**Work order:** Pick out and copy every line below that has the word "Creek".

**Dataset entries:**
_____
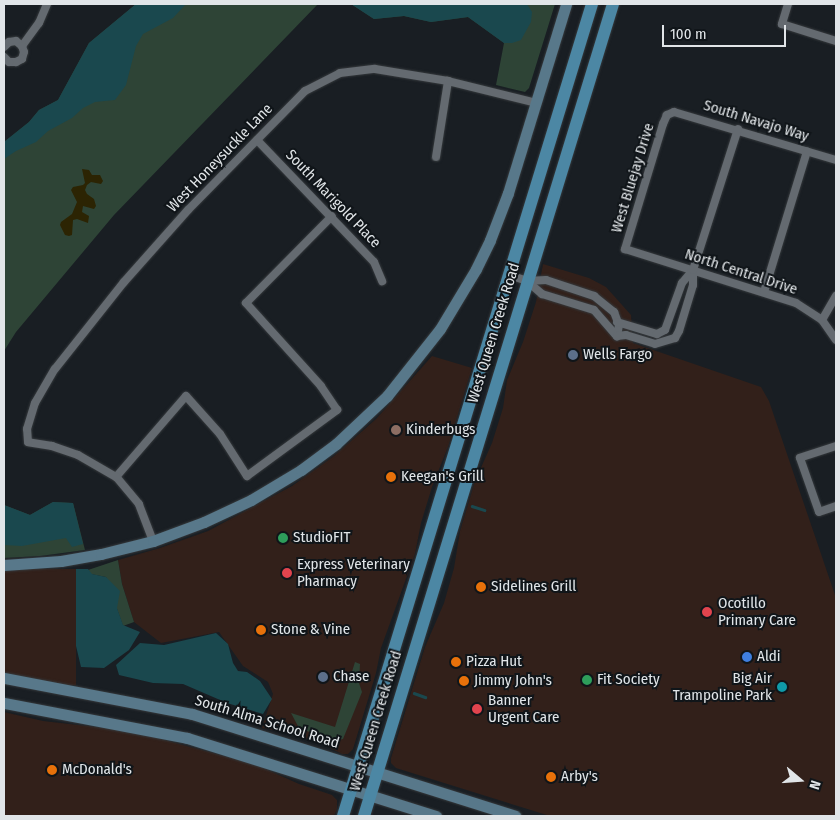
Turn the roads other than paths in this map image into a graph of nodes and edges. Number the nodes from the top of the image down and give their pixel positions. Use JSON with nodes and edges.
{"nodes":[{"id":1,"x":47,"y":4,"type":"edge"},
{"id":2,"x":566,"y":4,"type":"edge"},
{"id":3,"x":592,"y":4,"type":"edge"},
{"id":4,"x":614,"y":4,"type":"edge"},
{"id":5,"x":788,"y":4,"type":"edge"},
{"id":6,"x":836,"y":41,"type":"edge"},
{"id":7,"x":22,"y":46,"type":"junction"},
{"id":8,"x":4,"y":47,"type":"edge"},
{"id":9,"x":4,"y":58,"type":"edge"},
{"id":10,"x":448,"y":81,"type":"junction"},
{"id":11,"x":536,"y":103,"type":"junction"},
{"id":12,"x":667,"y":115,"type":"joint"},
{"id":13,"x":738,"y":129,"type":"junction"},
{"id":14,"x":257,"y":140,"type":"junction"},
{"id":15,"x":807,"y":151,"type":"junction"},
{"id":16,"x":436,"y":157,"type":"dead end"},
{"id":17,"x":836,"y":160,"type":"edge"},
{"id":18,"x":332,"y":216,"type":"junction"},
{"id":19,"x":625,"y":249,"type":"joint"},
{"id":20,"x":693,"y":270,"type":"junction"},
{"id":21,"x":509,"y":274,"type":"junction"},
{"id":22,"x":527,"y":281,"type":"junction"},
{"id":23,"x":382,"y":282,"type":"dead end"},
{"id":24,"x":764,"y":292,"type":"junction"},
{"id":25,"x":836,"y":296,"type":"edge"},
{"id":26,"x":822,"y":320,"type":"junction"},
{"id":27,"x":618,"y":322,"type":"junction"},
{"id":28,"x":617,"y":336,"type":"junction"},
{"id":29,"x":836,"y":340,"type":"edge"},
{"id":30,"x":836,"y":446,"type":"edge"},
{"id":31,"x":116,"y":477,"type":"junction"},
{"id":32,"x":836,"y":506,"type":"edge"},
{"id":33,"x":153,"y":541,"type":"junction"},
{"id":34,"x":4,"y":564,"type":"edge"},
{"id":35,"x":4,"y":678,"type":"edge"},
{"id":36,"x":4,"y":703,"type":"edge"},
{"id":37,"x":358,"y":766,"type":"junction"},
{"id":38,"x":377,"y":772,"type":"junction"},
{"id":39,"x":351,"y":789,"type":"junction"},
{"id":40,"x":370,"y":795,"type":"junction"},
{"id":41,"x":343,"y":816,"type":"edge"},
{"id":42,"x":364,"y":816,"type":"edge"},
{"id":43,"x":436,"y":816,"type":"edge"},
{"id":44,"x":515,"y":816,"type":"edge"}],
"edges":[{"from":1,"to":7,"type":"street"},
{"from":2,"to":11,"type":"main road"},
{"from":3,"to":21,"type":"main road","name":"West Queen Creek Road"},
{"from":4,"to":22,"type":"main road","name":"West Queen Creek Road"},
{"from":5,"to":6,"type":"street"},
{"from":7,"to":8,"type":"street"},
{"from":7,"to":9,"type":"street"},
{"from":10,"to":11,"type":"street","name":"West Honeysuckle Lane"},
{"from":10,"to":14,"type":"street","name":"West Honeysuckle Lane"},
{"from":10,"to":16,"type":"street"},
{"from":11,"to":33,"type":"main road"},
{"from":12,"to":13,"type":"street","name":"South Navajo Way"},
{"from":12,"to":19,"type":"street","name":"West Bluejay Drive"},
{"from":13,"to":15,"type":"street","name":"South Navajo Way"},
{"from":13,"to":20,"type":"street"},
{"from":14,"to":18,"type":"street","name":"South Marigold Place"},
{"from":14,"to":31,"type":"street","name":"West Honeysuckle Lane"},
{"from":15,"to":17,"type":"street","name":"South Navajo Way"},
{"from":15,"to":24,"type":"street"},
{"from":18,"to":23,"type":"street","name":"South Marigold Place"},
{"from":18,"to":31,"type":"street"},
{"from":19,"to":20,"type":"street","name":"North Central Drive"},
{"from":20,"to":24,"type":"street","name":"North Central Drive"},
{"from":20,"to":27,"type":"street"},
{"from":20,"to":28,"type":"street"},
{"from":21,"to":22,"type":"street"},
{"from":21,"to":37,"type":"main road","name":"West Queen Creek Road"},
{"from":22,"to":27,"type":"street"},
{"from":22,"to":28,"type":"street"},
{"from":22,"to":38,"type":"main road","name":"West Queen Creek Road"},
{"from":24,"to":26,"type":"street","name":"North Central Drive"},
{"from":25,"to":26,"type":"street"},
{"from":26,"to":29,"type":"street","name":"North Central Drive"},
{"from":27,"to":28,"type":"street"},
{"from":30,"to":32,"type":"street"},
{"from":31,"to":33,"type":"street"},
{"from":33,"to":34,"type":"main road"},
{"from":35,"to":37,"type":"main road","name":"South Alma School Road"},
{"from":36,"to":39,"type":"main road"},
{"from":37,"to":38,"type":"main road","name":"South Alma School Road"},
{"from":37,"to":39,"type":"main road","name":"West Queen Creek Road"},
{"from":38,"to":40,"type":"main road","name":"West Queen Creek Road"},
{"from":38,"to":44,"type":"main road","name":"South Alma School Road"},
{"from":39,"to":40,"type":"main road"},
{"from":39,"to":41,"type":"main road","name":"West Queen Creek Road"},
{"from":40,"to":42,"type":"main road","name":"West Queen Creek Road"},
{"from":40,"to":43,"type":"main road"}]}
_____
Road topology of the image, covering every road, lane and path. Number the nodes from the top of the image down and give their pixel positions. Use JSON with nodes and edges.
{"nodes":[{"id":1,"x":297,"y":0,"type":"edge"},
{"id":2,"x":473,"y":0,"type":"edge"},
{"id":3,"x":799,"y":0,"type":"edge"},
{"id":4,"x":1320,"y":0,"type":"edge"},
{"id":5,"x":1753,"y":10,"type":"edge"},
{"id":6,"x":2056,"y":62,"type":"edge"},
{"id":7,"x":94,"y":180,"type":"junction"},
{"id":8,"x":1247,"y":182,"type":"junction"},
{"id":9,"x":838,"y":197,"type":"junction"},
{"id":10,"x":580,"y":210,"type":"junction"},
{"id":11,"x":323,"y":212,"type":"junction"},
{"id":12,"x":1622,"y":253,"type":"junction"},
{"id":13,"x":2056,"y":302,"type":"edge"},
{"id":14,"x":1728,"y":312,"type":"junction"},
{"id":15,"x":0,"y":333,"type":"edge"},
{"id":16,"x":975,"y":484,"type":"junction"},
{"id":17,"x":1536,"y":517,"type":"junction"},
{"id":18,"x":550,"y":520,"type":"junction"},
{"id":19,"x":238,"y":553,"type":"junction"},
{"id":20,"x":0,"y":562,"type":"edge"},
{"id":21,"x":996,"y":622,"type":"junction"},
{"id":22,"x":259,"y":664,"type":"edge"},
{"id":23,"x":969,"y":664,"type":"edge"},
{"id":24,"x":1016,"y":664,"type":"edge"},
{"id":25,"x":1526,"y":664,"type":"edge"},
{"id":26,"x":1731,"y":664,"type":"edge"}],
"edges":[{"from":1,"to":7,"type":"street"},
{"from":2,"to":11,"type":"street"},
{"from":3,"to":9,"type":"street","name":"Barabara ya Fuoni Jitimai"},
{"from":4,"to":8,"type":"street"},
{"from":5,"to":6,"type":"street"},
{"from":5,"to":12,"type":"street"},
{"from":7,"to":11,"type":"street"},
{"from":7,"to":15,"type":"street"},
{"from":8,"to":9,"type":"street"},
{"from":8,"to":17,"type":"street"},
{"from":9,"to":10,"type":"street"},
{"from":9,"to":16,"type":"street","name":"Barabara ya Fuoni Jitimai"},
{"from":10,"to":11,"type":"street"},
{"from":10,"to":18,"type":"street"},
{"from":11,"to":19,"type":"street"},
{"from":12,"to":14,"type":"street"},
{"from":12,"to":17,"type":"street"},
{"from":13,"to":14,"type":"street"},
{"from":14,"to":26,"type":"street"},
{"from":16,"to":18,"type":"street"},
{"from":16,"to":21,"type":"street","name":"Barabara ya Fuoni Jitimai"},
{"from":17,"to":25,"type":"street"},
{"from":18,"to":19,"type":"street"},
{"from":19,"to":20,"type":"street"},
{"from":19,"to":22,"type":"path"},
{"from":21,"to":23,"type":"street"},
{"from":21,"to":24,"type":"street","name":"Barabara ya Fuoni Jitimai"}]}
_____
**Task response:**
{"from":3,"to":21,"type":"main road","name":"West Queen Creek Road"},
{"from":4,"to":22,"type":"main road","name":"West Queen Creek Road"},
{"from":21,"to":37,"type":"main road","name":"West Queen Creek Road"},
{"from":22,"to":38,"type":"main road","name":"West Queen Creek Road"},
{"from":37,"to":39,"type":"main road","name":"West Queen Creek Road"},
{"from":38,"to":40,"type":"main road","name":"West Queen Creek Road"},
{"from":39,"to":41,"type":"main road","name":"West Queen Creek Road"},
{"from":40,"to":42,"type":"main road","name":"West Queen Creek Road"},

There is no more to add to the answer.